Discussion in 'Asset Importing & Exporting' started by TheNullReference, Sep 29, 2022.

  1. TheNullReference

    TheNullReference

    Joined:
    Nov 30, 2018
    Posts:
    268
    I'm trying to make a custom importer for Blender so that I can import collections, materials, textures etc.

    I have already written the python code and managed to overwrite .blend default behavior with a Scripted Importer, as well as running a python process inside of Unity.

    The problem is, I still want to use Unity's method of importing a blend file as an FBX, so I can use all of Unity's nice FBX import features (generate lightmap uvs, animation clips etc) as opposed to importing a blend file directly.

    I just don't really know how to do this, or how Unity does it? My guess is....

    1. Run a blender process and export the fbx back into the project.
    2. Have the script 'waiting' for this FBX from your main blend importer.
    3. AssetPreProccess the FBX model importer with the model importer settings for the blend importer.
    4. Wait for the FBX to finishing importing.
    5. Add the FBX as your main asset to the blend file.
    6. Add in the materials / textures as needed.

    It feels a little ugly, is there a way to import and fbx into unity in a more controlled manor? where it's not going to create and asset?

    Any help or ideas would be greatly appreciated.
     
  2. bastien_humeau

    bastien_humeau

    Unity Technologies

    Joined:
    Jun 14, 2017
    Posts:
    191
    Hi there,

    What we do when importing a .blend file is:
    1- Run a blender process in the background that exports the .blend file into a temporary .fbx (I think somewhere in the Temp folder)
    2- Open the FBX SDK and load this temporary fbx file to be processed instead of the actual imported file.
    3- process with the import as if it was a regular fbx file.

    The issue for you is that we don't expose any of this mechanism to c#, which makes re-using the FBXImporter behaviour pretty much impossible from a ScriptedImporter...
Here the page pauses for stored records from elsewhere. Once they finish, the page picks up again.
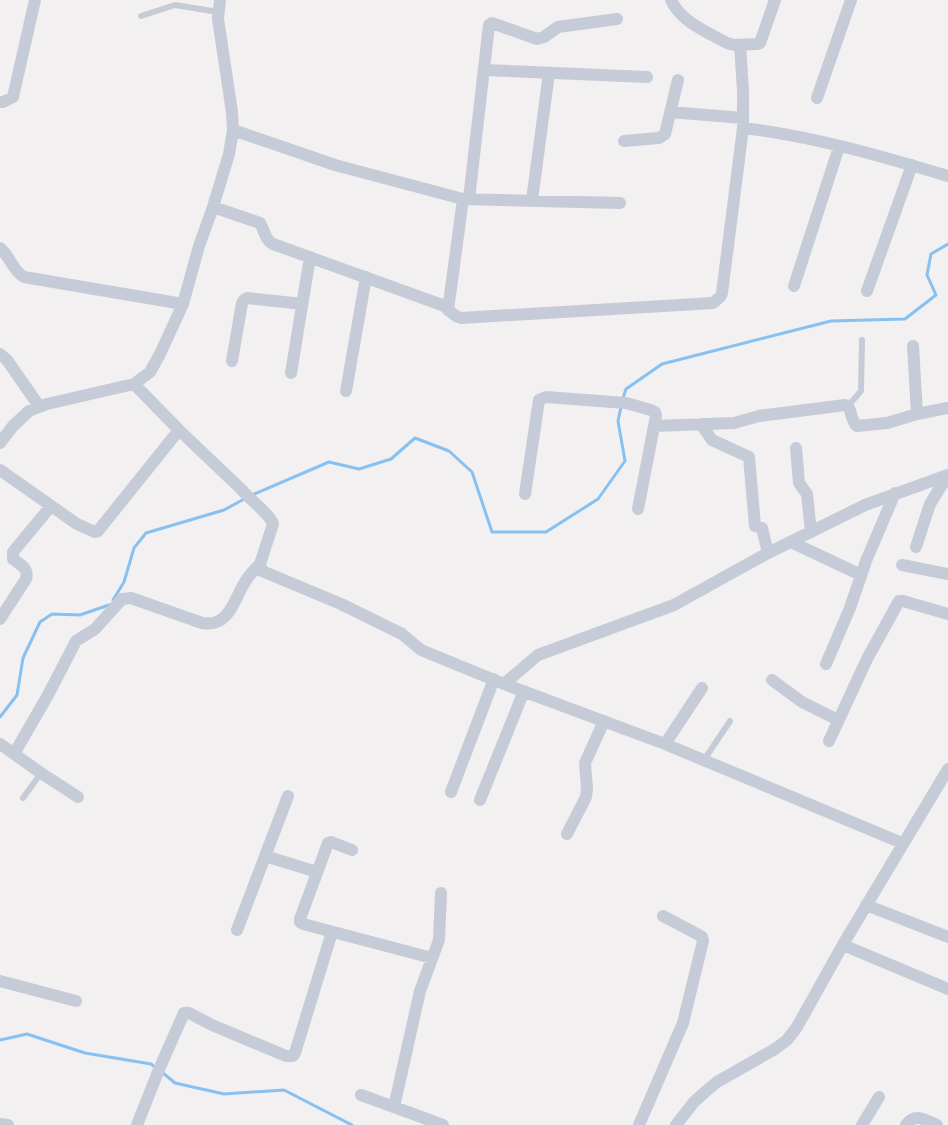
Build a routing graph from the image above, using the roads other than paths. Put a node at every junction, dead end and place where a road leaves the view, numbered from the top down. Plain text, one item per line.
1 (34, 0) edge
2 (671, 0) edge
3 (775, 0) edge
4 (850, 0) edge
5 (219, 6) edge
6 (141, 16) dead end
7 (617, 19) dead end
8 (740, 45) junction
9 (484, 70) junction
10 (549, 73) junction
11 (647, 77) dead end
12 (678, 80) dead end
13 (818, 98) dead end
14 (0, 102) edge
15 (670, 112) junction
16 (743, 123) junction
17 (233, 130) junction
18 (624, 141) dead end
19 (839, 147) junction
20 (912, 165) junction
21 (948, 176) edge
22 (466, 199) junction
23 (532, 200) junction
24 (620, 203) dead end
25 (213, 207) junction
26 (0, 248) edge
27 (310, 257) junction
28 (366, 277) junction
29 (794, 286) dead end
30 (867, 291) dead end
31 (183, 304) junction
32 (302, 304) junction
33 (448, 310) junction
34 (862, 340) dead end
35 (913, 346) dead end
36 (0, 354) edge
37 (232, 361) dead end
38 (291, 373) dead end
39 (134, 384) junction
40 (346, 391) dead end
41 (39, 406) junction
42 (848, 406) junction
43 (948, 408) edge
44 (917, 414) junction
45 (701, 424) junction
46 (654, 426) junction
47 (179, 430) junction
48 (0, 443) edge
49 (796, 448) dead end
50 (0, 470) edge
51 (525, 494) dead end
52 (894, 494) junction
53 (51, 506) junction
54 (638, 509) dead end
55 (811, 532) junction
56 (791, 542) junction
57 (916, 547) dead end
58 (768, 553) junction
59 (260, 564) junction
60 (902, 566) dead end
61 (948, 574) edge
62 (861, 575) junction
63 (948, 614) edge
64 (0, 619) edge
65 (826, 664) dead end
66 (772, 680) dead end
67 (499, 682) junction
68 (702, 688) dead end
69 (524, 691) junction
70 (838, 720) junction
71 (604, 721) junction
72 (730, 721) dead end
73 (829, 741) dead end
74 (0, 744) edge
75 (665, 744) junction
76 (14, 754) junction
77 (704, 760) junction
78 (948, 769) edge
79 (41, 774) junction
80 (451, 792) dead end
81 (288, 796) dead end
82 (78, 797) dead end
83 (23, 798) dead end
84 (480, 800) dead end
85 (567, 834) dead end
86 (902, 843) junction
87 (352, 850) dead end
88 (265, 856) junction
89 (317, 872) junction
90 (441, 892) dead end
91 (866, 905) junction
92 (663, 916) dead end
93 (237, 930) dead end
94 (332, 932) junction
95 (948, 937) edge
96 (843, 945) junction
97 (432, 958) junction
98 (0, 981) edge
99 (948, 988) edge
100 (76, 1001) dead end
101 (361, 1095) dead end
102 (879, 1097) dead end
103 (394, 1107) junction
104 (0, 1124) edge
105 (7, 1125) edge
106 (137, 1125) edge
107 (443, 1125) edge
108 (639, 1125) edge
109 (676, 1125) edge
110 (862, 1125) edge
111 (906, 1125) edge
112 (937, 1125) edge

1 - 14 street
2 - 8 street
3 - 8 street
4 - 13 street
5 - 6 lane
5 - 17 street
7 - 9 street
8 - 16 street
9 - 10 street
9 - 22 street
10 - 11 street
10 - 23 street
12 - 15 street
15 - 16 street
15 - 18 street
16 - 19 street
16 - 33 street
17 - 22 street
17 - 25 street
19 - 20 street
19 - 29 street
20 - 21 street
20 - 30 street
22 - 23 street
22 - 33 street
23 - 24 street
25 - 27 street
25 - 31 street
26 - 31 street
27 - 28 street
27 - 32 street
28 - 33 street
28 - 40 street
31 - 39 street
32 - 37 street
32 - 38 street
34 - 42 lane
35 - 44 street
36 - 41 street
39 - 41 street
39 - 47 street
41 - 48 street
42 - 44 street
42 - 45 street
43 - 44 street
45 - 46 street
45 - 58 street
46 - 51 street
46 - 54 street
47 - 53 street
47 - 59 street
49 - 55 street
50 - 53 street
52 - 55 street
52 - 57 street
52 - 62 street
53 - 64 street
55 - 56 street
56 - 58 street
56 - 62 street
58 - 67 street
59 - 67 street
59 - 76 street
60 - 61 street
62 - 65 street
63 - 70 street
66 - 70 street
67 - 69 street
67 - 80 street
68 - 75 street
69 - 71 street
69 - 84 street
70 - 73 street
71 - 75 street
71 - 85 street
72 - 77 lane
74 - 76 street
75 - 77 street
76 - 79 street
77 - 86 street
78 - 86 street
79 - 82 street
79 - 83 lane
81 - 88 street
86 - 91 street
87 - 89 street
88 - 89 street
88 - 93 street
89 - 94 street
90 - 97 street
91 - 95 street
91 - 96 street
92 - 108 street
94 - 97 street
94 - 106 street
96 - 99 street
96 - 109 street
97 - 103 street
98 - 100 street
101 - 103 street
102 - 110 street
103 - 107 street
104 - 105 street
111 - 112 street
    What I've seen being done in the past though, was to create your own export script from blender, that would output both an .fbx file and a .json file.
    In Unity, let the fbx file be imported as usual, and create a ScriptedImporter for your json file.
    The output of the json file import can then be a copy of the ModelImporter result but augmented with whatever data you have in this json file that Unity would not understand from the fbx perspective.

    Edit: Ideally, don't rely on .blend files format in Unity. Because the import only works when blender is installed on the machine, and the result depends on which blender version is installed, it makes for very unstable imports and project sharing, often breaks cloud builds or other CI integrations, and globally makes using your project and plugins way harder than it could.